I don't think so." I'm not sure what you mean by that,
How convenient for you, since that IS the hypothesis.
but the compiler definitely does generate code which is
specific to exception handling, and it is that code which
calls the destructors.
I guess at this point, nothing else will do except a
side-by-side comparison analysis of the actual processes and
mechanisms of an implementation (or a few implementations).

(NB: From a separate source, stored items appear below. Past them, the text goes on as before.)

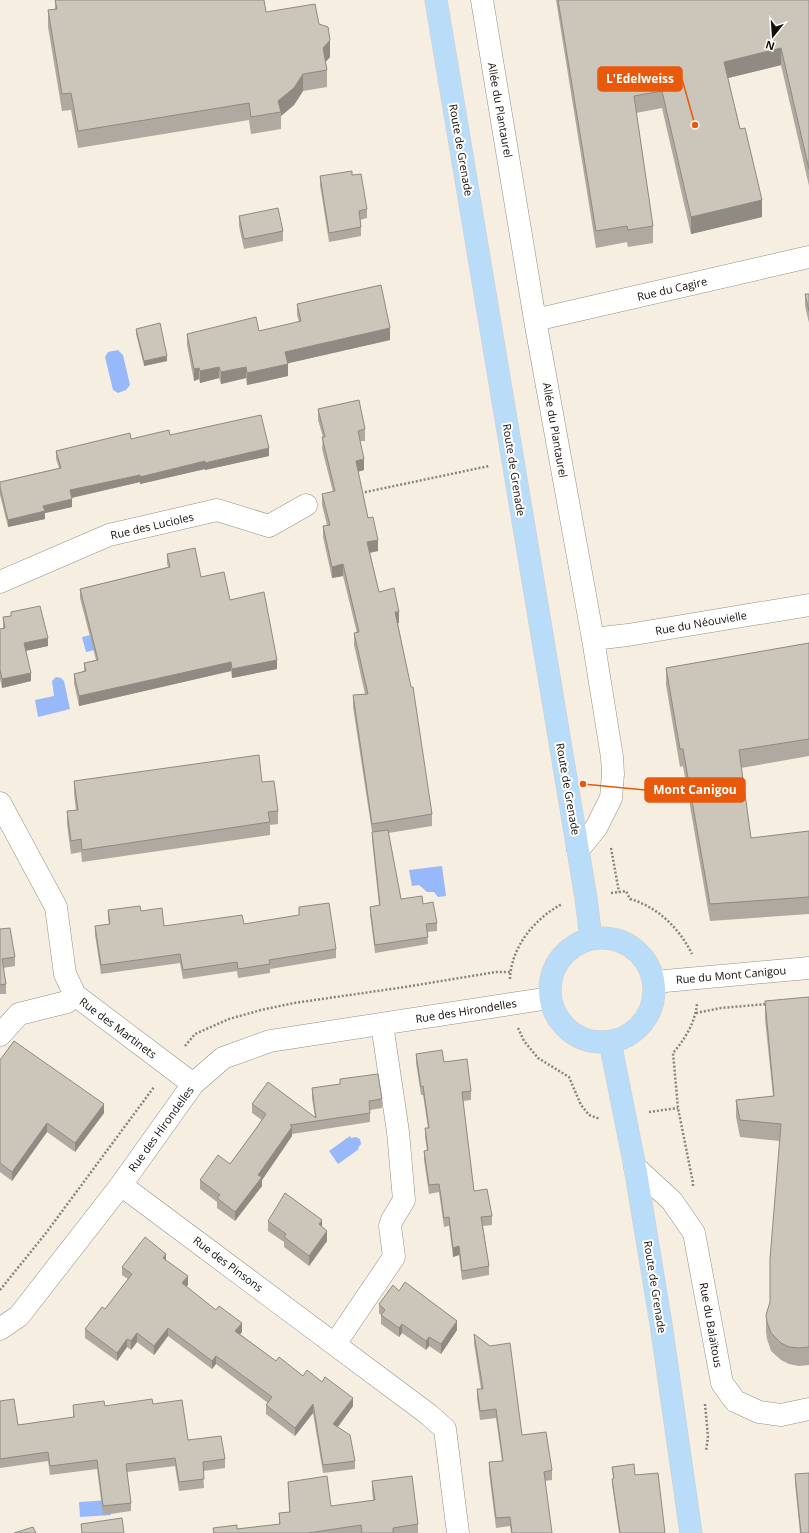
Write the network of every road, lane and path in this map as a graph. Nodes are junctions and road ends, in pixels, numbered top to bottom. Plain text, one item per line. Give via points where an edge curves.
1 (436, 0) edge
2 (482, 0) edge
3 (809, 257) edge
4 (535, 320) junction
5 (490, 466) dead end
6 (360, 494) edge
7 (306, 506) dead end
8 (0, 582) edge
9 (809, 605) edge
10 (593, 639) junction
11 (0, 803) edge
12 (610, 840) dead end
13 (578, 850) junction
14 (562, 904) dead end
15 (591, 939) junction
16 (693, 959) dead end
17 (809, 968) edge
18 (510, 972) junction
19 (654, 982) junction
20 (510, 987) dead end
21 (75, 995) junction
22 (550, 998) junction
23 (698, 999) dead end
24 (772, 1003) edge
25 (696, 1013) junction
26 (382, 1024) junction
27 (516, 1024) dead end
28 (0, 1035) edge
29 (610, 1042) junction
30 (180, 1052) dead end
31 (157, 1083) dead end
32 (193, 1084) junction
33 (678, 1108) junction
34 (644, 1112) dead end
35 (602, 1119) dead end
36 (635, 1167) junction
37 (121, 1185) junction
38 (692, 1191) dead end
39 (0, 1290) edge
40 (0, 1329) edge
41 (335, 1344) junction
42 (809, 1409) edge
43 (458, 1533) edge
44 (691, 1533) edge

1 - 13 main road, Route de Grenade
2 - 4 street, Allée du Plantaurel
3 - 4 street, Rue du Cagire
4 - 10 street, Allée du Plantaurel
5 - 6 path
7 - 8 street, Rue des Lucioles via 269,526 217,510 109,535
9 - 10 street, Rue du Néouvielle
10 - 13 street, Allée du Plantaurel via 613,774 611,798 596,828
11 - 21 street, Rue des Martinets via 56,907 66,974
12 - 16 path via 619,892 626,891 630,898 642,902 665,918 680,933
13 - 15 main road, Route de Grenade
14 - 18 path via 548,911 528,932 515,954
15 - 19 main road via 612,939 632,947 646,962
15 - 22 main road via 573,947 559,960 551,978
17 - 19 street, Rue du Mont Canigou
18 - 20 path
18 - 30 path via 496,972 261,1010 229,1019 195,1034
19 - 29 main road via 654,997 649,1013 640,1026 628,1035
21 - 28 street via 67,1002 19,1014
21 - 32 street, Rue des Martinets
22 - 26 street, Rue des Hirondelles
22 - 29 main road via 556,1014 566,1027 580,1037 596,1042
23 - 25 path
24 - 25 path
25 - 33 path via 686,1038 673,1053
26 - 32 street, Rue des Hirondelles via 270,1041 223,1058
26 - 41 street via 398,1132 404,1200 390,1226 394,1257
27 - 35 path via 524,1041 538,1058 569,1077 581,1105 589,1115
29 - 36 main road, Route de Grenade
31 - 39 path via 46,1233
32 - 37 street, Rue des Hirondelles
33 - 34 path
33 - 38 path via 693,1183
36 - 42 street, Rue du Balaïtous via 672,1201 694,1232 722,1383 735,1401 760,1412 781,1415
36 - 44 main road, Route de Grenade via 662,1324
37 - 40 street, Rue des Hirondelles via 19,1316
37 - 41 street, Rue des Pinsons
41 - 43 street, Rue des Pinsons via 445,1429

Thanks for trying to explain it though.
The real problem I'm having, I think, is in understanding what
you mean by "an explicit mechanism". Within the compiler (and
the compiler's runtime library), there is a lot of code which
deals exclusively in exceptions: the tables generated in my
explination are only used in exception handling, the code
which walks back the stack, looking for the return addresses in
the tables is only used for exception handling, and the separate
clean-up routines called by that code are only used for
exception handling. To me, that's a "mechanism", and it is
explicitly used for exceptions. But maybe you're thinking of
something else with regards to "mechanism".